◆ **Activity**:
Starting with the line that contains "const c = document.querySelector('canvas').getContext('2d');" and stopping after the line that contains "c.strokeStyle = color;", return each line below exactly as written, with no others.

☆ ☆ ☆ ☆ ☆ ☆ ☆

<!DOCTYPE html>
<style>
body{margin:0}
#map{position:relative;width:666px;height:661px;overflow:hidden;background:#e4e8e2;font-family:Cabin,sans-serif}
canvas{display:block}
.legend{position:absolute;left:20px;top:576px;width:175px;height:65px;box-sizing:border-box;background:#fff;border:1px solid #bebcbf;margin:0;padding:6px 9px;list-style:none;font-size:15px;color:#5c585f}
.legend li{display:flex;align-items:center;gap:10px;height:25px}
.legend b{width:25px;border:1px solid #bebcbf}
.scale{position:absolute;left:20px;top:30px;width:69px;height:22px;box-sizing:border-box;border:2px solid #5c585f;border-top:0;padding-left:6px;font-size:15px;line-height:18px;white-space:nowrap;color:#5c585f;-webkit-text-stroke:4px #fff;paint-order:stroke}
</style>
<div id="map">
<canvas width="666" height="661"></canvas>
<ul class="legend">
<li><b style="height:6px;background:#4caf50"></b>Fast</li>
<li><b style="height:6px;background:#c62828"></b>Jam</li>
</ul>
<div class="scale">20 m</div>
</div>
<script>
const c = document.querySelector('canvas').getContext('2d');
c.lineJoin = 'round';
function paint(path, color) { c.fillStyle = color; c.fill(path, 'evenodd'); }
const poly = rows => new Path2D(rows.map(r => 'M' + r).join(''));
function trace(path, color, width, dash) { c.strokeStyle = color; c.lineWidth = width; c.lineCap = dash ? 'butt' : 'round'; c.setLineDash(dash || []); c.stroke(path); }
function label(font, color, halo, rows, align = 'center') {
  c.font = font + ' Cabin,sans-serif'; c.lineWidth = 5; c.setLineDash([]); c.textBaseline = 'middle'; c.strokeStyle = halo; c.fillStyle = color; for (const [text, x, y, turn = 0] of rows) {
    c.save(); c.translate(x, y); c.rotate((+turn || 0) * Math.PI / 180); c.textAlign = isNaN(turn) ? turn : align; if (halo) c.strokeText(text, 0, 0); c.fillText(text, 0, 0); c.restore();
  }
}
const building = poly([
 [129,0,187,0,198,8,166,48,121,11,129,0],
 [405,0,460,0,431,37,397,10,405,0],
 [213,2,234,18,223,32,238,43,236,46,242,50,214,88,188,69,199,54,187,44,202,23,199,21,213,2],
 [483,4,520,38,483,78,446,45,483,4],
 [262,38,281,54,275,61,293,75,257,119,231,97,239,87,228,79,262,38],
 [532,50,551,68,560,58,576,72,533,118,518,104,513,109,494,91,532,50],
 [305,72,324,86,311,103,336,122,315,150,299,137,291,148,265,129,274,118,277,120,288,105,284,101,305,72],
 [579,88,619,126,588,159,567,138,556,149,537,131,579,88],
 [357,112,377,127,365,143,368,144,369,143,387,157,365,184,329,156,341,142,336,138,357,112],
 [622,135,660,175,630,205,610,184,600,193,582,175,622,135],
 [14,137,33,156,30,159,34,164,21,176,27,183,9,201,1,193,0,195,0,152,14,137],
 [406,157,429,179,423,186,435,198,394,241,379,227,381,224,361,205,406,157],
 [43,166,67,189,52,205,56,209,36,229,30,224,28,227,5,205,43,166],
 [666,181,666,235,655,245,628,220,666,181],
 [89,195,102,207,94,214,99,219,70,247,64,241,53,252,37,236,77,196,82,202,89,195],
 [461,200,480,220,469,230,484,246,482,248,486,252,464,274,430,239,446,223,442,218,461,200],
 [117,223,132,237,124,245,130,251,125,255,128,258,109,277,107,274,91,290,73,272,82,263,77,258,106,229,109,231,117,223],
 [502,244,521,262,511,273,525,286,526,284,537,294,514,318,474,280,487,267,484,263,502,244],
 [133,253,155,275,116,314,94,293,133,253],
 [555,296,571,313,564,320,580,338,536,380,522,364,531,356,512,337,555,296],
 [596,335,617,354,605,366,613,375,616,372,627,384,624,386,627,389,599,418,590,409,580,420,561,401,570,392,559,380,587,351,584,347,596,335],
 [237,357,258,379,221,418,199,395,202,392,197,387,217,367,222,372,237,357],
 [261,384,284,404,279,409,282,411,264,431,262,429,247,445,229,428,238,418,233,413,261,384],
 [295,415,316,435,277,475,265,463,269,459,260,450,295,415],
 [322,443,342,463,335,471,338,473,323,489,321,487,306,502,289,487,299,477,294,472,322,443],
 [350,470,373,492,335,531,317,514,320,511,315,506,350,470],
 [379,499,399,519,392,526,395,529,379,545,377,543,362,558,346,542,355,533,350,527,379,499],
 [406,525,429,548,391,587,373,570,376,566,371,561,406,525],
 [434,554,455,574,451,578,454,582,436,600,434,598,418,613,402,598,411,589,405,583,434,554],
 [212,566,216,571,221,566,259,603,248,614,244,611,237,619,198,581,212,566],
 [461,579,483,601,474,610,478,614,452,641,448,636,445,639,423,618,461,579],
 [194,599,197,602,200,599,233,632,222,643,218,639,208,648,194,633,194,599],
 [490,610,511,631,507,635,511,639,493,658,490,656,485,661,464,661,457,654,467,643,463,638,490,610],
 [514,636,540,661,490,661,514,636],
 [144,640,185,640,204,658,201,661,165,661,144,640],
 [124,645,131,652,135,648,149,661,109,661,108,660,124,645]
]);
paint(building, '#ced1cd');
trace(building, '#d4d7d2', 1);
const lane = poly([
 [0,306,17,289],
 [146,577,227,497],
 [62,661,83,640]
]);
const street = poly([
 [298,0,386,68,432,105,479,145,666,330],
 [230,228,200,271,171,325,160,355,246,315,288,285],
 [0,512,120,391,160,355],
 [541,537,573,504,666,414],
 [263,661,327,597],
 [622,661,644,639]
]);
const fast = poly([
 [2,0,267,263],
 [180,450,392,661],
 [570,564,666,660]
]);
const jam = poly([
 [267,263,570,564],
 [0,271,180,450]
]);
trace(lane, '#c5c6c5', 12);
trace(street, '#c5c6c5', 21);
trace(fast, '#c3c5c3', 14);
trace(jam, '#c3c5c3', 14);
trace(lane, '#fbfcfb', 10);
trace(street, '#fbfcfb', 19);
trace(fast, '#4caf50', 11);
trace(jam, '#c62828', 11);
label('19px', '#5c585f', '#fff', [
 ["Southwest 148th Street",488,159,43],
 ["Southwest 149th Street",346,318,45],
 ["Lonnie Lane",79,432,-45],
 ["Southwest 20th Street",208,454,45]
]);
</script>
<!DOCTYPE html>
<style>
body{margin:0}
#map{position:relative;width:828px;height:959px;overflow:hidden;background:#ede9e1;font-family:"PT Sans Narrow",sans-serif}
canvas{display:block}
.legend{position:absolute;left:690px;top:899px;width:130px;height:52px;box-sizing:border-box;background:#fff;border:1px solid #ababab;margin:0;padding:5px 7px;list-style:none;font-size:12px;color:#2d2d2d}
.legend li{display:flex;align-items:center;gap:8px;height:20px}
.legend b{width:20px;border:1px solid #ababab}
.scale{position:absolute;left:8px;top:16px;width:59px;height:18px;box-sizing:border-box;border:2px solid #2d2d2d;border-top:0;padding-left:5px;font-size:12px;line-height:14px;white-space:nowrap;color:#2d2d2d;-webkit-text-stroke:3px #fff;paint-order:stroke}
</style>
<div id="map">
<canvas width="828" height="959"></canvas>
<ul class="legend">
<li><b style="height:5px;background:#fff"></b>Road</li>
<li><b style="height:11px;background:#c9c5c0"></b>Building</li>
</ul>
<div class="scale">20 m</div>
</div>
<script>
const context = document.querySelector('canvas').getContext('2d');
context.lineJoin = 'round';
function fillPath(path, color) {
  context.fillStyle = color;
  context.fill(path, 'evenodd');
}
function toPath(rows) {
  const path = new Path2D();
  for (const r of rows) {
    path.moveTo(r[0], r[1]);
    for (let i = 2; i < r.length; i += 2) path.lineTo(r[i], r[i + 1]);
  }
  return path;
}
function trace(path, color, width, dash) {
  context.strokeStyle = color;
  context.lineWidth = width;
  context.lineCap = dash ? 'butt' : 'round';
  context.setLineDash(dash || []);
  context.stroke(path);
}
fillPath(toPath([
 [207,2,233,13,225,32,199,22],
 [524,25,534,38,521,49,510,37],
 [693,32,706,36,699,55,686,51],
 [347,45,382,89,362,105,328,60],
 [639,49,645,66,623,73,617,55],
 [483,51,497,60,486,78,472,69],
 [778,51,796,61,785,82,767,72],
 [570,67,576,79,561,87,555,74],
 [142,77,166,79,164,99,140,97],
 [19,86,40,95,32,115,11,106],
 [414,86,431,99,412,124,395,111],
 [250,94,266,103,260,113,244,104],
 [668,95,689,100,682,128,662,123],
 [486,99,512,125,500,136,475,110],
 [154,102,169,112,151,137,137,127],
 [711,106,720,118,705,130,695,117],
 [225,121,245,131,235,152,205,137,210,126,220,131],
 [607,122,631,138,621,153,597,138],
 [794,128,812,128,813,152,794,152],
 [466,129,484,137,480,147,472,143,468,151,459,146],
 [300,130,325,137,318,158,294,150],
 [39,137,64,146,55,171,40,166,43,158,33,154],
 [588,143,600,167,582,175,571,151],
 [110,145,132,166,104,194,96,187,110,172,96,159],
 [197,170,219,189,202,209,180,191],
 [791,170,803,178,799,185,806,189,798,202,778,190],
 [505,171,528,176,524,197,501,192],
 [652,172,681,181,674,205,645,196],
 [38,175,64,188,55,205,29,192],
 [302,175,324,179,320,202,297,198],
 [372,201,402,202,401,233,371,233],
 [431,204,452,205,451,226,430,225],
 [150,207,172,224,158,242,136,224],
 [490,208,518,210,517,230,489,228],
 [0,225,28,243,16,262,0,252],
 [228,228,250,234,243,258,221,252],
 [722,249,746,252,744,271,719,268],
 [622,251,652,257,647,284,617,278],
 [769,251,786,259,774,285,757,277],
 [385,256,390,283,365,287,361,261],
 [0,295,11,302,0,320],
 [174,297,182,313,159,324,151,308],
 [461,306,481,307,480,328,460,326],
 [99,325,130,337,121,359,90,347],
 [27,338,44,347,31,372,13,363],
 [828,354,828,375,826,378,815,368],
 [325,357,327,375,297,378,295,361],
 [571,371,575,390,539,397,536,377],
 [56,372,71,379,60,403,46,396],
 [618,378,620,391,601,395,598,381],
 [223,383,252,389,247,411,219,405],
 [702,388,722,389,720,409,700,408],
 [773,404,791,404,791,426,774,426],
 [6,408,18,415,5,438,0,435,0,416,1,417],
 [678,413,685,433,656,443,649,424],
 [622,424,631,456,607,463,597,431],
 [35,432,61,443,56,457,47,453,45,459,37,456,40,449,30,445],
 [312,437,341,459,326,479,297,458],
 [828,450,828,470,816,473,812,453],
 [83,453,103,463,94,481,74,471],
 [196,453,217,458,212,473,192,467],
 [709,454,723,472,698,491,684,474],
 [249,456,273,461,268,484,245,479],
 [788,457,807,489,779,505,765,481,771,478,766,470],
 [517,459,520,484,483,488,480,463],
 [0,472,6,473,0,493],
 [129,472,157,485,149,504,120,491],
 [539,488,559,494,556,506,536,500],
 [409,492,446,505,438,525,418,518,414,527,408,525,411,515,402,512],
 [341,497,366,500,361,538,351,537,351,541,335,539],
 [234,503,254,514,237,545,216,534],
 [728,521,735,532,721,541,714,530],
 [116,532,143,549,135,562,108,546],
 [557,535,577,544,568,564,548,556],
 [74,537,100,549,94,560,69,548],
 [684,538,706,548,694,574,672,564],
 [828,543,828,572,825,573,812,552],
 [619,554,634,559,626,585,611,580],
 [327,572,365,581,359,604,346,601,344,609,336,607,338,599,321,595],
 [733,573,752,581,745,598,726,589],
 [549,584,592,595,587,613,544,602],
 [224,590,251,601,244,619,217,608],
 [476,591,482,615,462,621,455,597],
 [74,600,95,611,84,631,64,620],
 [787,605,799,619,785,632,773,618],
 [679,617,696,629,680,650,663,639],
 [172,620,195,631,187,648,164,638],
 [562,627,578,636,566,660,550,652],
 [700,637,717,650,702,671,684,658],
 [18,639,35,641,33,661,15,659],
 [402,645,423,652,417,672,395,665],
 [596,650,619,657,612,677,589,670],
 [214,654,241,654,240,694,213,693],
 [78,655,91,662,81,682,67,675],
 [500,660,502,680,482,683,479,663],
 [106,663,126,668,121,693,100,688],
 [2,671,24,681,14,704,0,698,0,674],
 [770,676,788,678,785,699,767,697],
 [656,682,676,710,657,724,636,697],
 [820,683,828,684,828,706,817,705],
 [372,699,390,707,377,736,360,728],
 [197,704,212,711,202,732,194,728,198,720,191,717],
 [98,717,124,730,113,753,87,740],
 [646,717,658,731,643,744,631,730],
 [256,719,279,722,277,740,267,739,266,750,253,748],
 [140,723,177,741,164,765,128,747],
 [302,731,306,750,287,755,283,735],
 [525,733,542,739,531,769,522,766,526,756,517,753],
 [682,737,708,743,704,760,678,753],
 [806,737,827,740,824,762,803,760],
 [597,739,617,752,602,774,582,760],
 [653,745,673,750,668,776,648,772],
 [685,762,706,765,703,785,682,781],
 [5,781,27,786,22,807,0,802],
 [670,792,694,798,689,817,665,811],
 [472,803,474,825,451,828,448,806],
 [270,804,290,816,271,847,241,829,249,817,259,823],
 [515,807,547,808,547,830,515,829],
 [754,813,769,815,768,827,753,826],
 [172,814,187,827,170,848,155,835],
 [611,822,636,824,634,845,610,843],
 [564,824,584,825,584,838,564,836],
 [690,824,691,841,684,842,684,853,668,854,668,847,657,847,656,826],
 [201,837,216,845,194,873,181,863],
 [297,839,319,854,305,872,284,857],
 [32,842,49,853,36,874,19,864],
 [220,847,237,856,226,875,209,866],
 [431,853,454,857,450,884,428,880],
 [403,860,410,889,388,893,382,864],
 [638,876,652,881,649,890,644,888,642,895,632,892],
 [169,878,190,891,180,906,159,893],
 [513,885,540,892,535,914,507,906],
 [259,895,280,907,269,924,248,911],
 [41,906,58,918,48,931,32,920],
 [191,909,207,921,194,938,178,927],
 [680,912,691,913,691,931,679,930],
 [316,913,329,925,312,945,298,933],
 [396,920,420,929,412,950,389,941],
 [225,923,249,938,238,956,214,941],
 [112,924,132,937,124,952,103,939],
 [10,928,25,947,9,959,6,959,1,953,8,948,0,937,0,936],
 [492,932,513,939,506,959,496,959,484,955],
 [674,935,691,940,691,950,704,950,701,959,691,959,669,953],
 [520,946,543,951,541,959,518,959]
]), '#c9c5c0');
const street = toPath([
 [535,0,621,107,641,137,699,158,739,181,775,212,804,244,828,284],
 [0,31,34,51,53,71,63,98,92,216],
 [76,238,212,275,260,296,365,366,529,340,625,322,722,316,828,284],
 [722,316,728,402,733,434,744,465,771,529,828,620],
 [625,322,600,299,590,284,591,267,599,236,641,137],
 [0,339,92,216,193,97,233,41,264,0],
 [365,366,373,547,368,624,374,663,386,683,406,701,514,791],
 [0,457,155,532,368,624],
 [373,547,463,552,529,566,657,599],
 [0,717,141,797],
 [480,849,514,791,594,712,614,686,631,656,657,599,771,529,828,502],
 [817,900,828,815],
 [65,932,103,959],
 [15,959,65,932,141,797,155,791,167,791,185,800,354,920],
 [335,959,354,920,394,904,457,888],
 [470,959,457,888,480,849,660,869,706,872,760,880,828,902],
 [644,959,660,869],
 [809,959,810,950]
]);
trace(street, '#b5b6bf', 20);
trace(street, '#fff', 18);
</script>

☆ ☆ ☆ ☆ ☆ ☆ ☆

◆ **Task result**:
const c = document.querySelector('canvas').getContext('2d');
c.lineJoin = 'round';
function paint(path, color) { c.fillStyle = color; c.fill(path, 'evenodd'); }
const poly = rows => new Path2D(rows.map(r => 'M' + r).join(''));
function trace(path, color, width, dash) { c.strokeStyle = color; c.lineWidth = width; c.lineCap = dash ? 'butt' : 'round'; c.setLineDash(dash || []); c.stroke(path); }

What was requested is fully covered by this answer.